-- Opening Marker --
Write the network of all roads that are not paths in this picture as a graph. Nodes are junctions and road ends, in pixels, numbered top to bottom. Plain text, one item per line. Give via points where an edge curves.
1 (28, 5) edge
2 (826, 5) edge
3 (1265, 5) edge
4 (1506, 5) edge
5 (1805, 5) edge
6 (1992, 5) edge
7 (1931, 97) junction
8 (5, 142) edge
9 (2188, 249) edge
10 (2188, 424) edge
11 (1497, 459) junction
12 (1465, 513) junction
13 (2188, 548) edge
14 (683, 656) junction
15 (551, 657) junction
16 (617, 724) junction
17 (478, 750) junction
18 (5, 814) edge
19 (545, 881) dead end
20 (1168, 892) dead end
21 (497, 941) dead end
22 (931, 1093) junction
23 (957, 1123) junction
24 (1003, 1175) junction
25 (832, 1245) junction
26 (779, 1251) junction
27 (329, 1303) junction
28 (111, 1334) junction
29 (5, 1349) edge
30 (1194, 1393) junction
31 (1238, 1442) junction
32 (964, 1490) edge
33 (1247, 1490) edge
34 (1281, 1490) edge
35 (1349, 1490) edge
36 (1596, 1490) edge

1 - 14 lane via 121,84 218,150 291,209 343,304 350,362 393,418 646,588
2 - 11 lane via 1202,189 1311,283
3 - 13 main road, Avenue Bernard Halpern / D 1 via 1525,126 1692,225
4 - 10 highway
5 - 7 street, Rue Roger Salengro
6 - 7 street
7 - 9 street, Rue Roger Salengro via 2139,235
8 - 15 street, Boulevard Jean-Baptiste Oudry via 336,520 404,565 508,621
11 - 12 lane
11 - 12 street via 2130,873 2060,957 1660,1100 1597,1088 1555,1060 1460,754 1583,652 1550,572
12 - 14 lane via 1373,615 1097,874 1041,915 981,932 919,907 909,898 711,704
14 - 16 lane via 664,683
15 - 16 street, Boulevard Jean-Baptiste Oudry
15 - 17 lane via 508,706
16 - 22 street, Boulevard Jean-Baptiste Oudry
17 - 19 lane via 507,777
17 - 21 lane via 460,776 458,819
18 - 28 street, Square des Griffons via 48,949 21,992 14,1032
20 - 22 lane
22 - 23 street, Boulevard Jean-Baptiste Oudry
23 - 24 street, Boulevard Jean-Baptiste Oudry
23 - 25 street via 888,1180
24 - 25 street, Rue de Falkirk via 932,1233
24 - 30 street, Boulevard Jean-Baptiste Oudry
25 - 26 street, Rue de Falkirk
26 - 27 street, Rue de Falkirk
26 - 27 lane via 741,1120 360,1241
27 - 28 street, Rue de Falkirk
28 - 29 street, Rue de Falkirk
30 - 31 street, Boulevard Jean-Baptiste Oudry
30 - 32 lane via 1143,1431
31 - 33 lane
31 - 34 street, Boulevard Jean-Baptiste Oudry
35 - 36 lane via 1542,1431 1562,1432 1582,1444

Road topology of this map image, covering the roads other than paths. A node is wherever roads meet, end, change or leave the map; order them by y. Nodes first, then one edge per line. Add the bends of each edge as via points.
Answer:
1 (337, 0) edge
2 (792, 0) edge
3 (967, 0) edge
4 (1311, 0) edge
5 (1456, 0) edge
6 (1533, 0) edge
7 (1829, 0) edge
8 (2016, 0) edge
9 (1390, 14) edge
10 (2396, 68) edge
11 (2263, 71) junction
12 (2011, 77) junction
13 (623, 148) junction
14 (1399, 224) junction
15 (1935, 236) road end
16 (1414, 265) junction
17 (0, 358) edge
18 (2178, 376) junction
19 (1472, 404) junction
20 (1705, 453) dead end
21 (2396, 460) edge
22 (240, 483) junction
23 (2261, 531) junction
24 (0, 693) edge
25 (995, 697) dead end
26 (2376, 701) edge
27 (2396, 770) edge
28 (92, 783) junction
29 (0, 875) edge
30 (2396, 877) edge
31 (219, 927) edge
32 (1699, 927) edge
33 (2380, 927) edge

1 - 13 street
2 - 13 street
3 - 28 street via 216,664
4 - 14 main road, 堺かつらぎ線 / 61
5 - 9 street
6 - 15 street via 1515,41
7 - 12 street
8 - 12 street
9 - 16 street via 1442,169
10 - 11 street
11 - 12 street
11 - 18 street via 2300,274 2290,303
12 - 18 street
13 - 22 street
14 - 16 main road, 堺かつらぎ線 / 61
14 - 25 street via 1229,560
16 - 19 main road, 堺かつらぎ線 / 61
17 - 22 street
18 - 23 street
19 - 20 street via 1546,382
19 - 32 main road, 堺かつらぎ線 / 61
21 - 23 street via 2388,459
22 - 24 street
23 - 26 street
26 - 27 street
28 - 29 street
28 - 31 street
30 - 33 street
-- Closing Marker --
▸ TASK TO COMPLETE
The response consists of the lines above that contain "this".

▸ ANSWER SECTION
Write the network of all roads that are not paths in this picture as a graph. Nodes are junctions and road ends, in pixels, numbered top to bottom. Plain text, one item per line. Give via points where an edge curves.
Road topology of this map image, covering the roads other than paths. A node is wherever roads meet, end, change or leave the map; order them by y. Nodes first, then one edge per line. Add the bends of each edge as via points.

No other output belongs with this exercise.